Ha insegnato, conoscendo bene quindi il mondo della scuola e anche dell’università. Anche in tali vesti, e soprattutto come organizzatore di cultura, ha assunto più incarichi, tra i quali la vicepresidenza della International Federation of Free Culture di Londra così come la presidenza nazionale della Federazione italiana docenti. Per i suoi meriti è stato quindi insignito dalla Presidenza della Repubblica del Cavalierato di Gran Croce dell’Ordine al merito della Repubblica. Non di meno può vantare la medaglia d’oro di prima classe di benemerito della scuola, della cultura e dell’arte. A questi riconoscimenti istituzionali si sono corredati i molti premi attribuitigli, tra i quali il «Voltaire», il «Tocqueville», il «Leon d’oro», il «Cavour Italia», il «Prezzolini», il «Malraux». Significativa, a tale riguardo, la motivazione del Premio internazionale «Karl Popper» (nell’edizione del 1999) quando fu definito «un grande manager di cultura di respiro europeo ed internazionale». L’impegno professionale e culturale si è in lui sempre incontrato con la prospettiva politica, da convinto europeista.
Anche in tale veste ha quindi ricoperto per lungo tempo l’incarico di Vice presidente del Consiglio italiano del Movimento Europeo. L’attenzione per l’Europa, a tutt’oggi orizzonte imprescindibile per il nostro Paese, malgrado le tante difficoltà attraversate nel processo di unificazione, si è sempre felicemente ibridata con la cura per la storia patria, a partire dal Risorgimento, di cui Quaglieni è un riconosciuto studioso. In buona sostanza in lui si riflettono molti dei caratteri della torinesità, di oggi come del passato ed una franchezza d'opinioni, che talora gli ha creato imbarazzi e critiche.
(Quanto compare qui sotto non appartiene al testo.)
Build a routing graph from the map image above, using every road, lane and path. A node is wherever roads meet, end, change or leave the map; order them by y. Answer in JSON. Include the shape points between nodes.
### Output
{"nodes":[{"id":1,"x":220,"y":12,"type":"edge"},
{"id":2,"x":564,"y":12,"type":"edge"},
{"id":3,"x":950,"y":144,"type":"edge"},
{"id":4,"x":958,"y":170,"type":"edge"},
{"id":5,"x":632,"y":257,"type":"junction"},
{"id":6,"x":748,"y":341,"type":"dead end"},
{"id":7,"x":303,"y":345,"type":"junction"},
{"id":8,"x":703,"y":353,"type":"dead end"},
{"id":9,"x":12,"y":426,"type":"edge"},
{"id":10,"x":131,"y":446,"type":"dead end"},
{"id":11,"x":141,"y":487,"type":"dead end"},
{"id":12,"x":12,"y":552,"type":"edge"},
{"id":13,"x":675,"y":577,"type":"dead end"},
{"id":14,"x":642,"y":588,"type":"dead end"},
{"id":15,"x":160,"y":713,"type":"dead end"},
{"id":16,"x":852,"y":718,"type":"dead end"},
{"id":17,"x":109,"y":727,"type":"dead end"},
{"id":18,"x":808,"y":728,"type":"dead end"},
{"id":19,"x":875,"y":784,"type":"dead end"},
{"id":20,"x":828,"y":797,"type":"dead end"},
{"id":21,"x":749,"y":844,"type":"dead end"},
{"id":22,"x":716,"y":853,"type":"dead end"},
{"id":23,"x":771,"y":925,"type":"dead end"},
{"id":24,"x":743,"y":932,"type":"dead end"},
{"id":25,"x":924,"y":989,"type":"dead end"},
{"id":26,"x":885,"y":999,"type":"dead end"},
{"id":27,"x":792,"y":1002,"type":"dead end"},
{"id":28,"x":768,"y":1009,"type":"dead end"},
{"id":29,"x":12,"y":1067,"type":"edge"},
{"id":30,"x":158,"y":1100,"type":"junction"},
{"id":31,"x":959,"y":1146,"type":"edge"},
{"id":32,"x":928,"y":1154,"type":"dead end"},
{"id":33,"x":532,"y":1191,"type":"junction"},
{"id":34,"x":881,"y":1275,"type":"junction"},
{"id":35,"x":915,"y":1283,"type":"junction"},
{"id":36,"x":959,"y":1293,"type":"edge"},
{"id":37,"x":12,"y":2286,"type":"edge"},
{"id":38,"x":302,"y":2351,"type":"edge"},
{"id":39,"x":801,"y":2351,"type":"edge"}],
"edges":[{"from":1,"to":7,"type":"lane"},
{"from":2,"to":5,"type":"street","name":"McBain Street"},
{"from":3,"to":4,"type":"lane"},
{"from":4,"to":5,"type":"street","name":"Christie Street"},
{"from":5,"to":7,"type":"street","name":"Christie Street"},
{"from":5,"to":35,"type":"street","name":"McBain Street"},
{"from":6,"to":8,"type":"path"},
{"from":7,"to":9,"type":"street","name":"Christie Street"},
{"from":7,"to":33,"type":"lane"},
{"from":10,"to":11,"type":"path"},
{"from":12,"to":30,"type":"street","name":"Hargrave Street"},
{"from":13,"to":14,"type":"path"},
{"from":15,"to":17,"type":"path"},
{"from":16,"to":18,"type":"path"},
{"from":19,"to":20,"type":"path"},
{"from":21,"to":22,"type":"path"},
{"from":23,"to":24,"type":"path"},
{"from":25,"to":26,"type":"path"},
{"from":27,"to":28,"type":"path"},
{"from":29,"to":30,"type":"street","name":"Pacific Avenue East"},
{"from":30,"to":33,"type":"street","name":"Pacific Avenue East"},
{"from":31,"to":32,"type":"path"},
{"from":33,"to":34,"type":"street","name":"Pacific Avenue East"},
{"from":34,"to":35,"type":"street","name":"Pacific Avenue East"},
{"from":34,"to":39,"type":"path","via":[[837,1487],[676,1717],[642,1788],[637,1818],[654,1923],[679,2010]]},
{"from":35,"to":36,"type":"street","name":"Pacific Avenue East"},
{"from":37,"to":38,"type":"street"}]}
Mi piace ricordare quando la città, in un tempo ben precedente all’unificazione del 1861, fosse rifugio per un grande numero di patrioti, che ambivano alla trasformazione della penisola nel nome di idealità concrete e non di fittizi velleitarismi. I caffè torinesi e piemontesi raccoglievano allora le dense discussioni, i serrati confronti tra idee, le vivaci speranze di un mutamento che di lì a non molto sarebbe arrivato, gratificando certuni e defraudando altri.
Rimane il segno di quell’epoca di cui Quaglieni, non importa con quale consapevolezza, è a modo suo testimone a distanza e quasi involontario protagonista, ancorché proiettato, come tutti noi, nel secolo successivo. Lo fa nel nome dei principi liberali nei quali ha sempre creduto, che ha professato e praticato nel corso della sua esistenza. Di tali cittadini si onora la nostra Regione e anche per questo motivo il rendergli omaggio non è atto di mera circostanza, in qualche modo esercizio rituale, ma piacere condiviso, che va al di là della pur doverosa attenzione che ogni Istituzione deve nei confronti di coloro che portano lustro alla collettività. Desidero sottolinearlo come Vice Presidente del Consiglio regionale del Piemonte.